> YOUR INSTRUCTIONS
Below are entries; copy exactly the lines from the one with "Please list the" through the one with "Trace all roads", both included, and leave out the rest.

> TASK DATA
^^^^^^^^

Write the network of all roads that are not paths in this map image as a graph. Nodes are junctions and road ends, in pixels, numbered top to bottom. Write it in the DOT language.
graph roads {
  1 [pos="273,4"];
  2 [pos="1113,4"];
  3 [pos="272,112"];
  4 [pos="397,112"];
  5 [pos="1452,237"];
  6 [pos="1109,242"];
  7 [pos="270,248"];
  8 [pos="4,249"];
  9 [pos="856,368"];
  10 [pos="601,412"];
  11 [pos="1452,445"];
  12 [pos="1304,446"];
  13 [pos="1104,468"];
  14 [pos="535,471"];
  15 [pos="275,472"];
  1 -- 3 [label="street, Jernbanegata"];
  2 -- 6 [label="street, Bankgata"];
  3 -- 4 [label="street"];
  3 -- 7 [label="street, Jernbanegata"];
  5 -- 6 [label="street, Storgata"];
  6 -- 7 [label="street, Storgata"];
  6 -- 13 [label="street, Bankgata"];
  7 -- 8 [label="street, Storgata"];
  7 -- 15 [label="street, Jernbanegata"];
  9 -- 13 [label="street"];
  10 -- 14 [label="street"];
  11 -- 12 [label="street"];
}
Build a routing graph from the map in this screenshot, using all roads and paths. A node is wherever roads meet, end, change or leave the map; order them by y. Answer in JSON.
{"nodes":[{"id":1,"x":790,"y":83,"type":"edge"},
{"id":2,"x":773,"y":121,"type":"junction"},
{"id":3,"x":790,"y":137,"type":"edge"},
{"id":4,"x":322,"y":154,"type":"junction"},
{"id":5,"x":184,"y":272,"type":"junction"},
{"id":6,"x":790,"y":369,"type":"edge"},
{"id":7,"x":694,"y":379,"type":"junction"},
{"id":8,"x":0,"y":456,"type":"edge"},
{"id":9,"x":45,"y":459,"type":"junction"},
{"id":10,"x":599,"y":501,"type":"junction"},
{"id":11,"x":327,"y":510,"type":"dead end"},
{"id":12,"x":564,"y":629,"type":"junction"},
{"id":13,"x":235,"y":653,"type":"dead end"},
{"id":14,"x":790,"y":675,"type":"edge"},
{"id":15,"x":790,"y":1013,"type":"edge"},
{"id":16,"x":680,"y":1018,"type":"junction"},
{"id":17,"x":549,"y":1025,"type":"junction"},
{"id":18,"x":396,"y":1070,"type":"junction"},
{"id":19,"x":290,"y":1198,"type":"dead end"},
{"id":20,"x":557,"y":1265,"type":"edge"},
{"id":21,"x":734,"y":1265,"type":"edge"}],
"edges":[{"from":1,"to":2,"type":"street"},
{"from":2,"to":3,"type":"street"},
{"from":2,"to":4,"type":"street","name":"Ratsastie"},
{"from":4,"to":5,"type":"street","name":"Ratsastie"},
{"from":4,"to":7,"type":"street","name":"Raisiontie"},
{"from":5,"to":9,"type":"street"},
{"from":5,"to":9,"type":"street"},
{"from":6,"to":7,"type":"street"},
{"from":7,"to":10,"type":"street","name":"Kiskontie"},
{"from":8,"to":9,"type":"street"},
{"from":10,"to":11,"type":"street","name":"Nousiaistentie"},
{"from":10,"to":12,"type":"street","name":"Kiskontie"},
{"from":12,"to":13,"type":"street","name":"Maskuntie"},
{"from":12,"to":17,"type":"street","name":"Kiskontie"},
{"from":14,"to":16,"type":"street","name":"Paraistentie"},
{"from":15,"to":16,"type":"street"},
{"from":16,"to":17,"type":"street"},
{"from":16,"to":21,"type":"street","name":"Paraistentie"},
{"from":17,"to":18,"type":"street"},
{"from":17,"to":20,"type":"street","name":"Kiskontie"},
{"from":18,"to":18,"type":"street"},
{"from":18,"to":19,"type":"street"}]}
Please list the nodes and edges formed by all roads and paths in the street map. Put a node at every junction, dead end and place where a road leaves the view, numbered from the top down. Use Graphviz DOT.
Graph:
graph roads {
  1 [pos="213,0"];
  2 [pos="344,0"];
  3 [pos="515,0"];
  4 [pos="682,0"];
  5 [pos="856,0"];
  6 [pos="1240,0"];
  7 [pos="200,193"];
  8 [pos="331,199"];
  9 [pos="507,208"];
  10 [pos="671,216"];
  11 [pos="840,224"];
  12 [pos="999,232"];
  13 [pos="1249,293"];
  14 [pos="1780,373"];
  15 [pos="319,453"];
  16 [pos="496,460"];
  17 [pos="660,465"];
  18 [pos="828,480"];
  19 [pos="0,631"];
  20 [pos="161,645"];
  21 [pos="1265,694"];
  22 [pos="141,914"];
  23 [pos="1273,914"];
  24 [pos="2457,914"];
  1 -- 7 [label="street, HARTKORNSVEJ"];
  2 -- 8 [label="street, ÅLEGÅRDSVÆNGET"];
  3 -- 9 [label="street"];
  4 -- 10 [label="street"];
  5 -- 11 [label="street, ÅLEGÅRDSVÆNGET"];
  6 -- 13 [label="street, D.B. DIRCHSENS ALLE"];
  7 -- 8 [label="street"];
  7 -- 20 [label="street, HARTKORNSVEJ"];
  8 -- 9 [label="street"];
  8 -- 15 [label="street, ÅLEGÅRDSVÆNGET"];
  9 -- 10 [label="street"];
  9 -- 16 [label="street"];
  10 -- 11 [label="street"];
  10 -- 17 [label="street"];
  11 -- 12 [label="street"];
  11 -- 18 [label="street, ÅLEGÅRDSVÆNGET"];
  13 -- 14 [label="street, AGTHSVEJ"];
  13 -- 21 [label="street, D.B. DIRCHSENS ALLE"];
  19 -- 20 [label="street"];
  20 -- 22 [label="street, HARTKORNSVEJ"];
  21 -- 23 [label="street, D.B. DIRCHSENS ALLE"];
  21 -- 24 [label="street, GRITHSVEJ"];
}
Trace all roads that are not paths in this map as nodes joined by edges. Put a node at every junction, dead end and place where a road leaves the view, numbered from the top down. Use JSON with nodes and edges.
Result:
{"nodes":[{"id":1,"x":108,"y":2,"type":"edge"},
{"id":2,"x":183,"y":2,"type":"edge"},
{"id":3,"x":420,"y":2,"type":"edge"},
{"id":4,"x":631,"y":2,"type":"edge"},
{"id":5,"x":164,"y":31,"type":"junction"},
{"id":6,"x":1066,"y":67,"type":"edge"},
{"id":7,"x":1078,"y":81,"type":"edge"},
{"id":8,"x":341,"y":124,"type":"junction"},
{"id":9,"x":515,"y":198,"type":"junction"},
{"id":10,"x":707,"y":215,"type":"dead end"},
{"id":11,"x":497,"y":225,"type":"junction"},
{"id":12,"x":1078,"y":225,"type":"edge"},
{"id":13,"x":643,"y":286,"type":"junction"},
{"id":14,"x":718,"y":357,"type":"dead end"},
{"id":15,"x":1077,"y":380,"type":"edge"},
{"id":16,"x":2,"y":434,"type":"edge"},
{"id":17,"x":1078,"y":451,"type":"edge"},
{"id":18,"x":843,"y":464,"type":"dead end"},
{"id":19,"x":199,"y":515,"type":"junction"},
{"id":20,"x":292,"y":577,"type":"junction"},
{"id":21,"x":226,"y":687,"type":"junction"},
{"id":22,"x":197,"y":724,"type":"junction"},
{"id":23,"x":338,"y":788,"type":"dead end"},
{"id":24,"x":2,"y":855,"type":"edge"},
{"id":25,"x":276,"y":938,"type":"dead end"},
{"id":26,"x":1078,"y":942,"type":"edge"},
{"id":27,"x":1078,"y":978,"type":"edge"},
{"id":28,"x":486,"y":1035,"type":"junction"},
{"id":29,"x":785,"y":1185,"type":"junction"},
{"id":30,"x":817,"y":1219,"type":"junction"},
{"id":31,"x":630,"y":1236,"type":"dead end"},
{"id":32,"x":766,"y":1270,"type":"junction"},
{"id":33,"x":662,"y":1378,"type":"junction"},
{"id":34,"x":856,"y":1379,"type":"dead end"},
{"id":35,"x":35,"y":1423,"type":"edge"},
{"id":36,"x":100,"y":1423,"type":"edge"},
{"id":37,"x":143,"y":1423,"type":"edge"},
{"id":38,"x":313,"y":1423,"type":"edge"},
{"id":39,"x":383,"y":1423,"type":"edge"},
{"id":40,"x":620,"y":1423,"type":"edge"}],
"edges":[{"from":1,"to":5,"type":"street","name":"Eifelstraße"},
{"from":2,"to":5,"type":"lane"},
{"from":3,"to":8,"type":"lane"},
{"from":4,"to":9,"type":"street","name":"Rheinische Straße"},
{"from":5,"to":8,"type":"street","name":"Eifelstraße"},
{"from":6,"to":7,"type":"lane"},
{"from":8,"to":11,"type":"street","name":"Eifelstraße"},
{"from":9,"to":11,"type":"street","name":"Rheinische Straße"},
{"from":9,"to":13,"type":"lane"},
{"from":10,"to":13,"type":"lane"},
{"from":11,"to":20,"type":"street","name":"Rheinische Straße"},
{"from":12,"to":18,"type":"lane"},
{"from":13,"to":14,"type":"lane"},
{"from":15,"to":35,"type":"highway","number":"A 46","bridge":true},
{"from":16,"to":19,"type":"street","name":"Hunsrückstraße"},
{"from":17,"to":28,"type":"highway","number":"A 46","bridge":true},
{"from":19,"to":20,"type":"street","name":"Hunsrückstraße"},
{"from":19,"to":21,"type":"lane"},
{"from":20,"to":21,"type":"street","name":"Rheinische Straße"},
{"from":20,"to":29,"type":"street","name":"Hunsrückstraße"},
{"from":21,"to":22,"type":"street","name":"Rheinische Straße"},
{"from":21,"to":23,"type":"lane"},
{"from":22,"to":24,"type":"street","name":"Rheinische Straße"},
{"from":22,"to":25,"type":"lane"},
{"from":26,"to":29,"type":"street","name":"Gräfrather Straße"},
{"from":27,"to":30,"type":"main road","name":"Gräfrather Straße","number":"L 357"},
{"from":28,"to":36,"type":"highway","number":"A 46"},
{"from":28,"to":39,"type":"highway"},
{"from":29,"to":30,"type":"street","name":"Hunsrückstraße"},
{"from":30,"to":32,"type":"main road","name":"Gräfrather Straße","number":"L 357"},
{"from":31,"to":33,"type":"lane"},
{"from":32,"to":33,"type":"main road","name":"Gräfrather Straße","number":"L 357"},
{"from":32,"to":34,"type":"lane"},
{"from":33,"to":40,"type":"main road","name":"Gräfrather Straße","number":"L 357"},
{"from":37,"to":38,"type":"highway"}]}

^^^^^^^^

> RESPONSE TO THIS EXERCISE
Please list the nodes and edges formed by all roads and paths in the street map. Put a node at every junction, dead end and place where a road leaves the view, numbered from the top down. Use Graphviz DOT.
Graph:
graph roads {
  1 [pos="213,0"];
  2 [pos="344,0"];
  3 [pos="515,0"];
  4 [pos="682,0"];
  5 [pos="856,0"];
  6 [pos="1240,0"];
  7 [pos="200,193"];
  8 [pos="331,199"];
  9 [pos="507,208"];
  10 [pos="671,216"];
  11 [pos="840,224"];
  12 [pos="999,232"];
  13 [pos="1249,293"];
  14 [pos="1780,373"];
  15 [pos="319,453"];
  16 [pos="496,460"];
  17 [pos="660,465"];
  18 [pos="828,480"];
  19 [pos="0,631"];
  20 [pos="161,645"];
  21 [pos="1265,694"];
  22 [pos="141,914"];
  23 [pos="1273,914"];
  24 [pos="2457,914"];
  1 -- 7 [label="street, HARTKORNSVEJ"];
  2 -- 8 [label="street, ÅLEGÅRDSVÆNGET"];
  3 -- 9 [label="street"];
  4 -- 10 [label="street"];
  5 -- 11 [label="street, ÅLEGÅRDSVÆNGET"];
  6 -- 13 [label="street, D.B. DIRCHSENS ALLE"];
  7 -- 8 [label="street"];
  7 -- 20 [label="street, HARTKORNSVEJ"];
  8 -- 9 [label="street"];
  8 -- 15 [label="street, ÅLEGÅRDSVÆNGET"];
  9 -- 10 [label="street"];
  9 -- 16 [label="street"];
  10 -- 11 [label="street"];
  10 -- 17 [label="street"];
  11 -- 12 [label="street"];
  11 -- 18 [label="street, ÅLEGÅRDSVÆNGET"];
  13 -- 14 [label="street, AGTHSVEJ"];
  13 -- 21 [label="street, D.B. DIRCHSENS ALLE"];
  19 -- 20 [label="street"];
  20 -- 22 [label="street, HARTKORNSVEJ"];
  21 -- 23 [label="street, D.B. DIRCHSENS ALLE"];
  21 -- 24 [label="street, GRITHSVEJ"];
}
Trace all roads that are not paths in this map as nodes joined by edges. Put a node at every junction, dead end and place where a road leaves the view, numbered from the top down. Use JSON with nodes and edges.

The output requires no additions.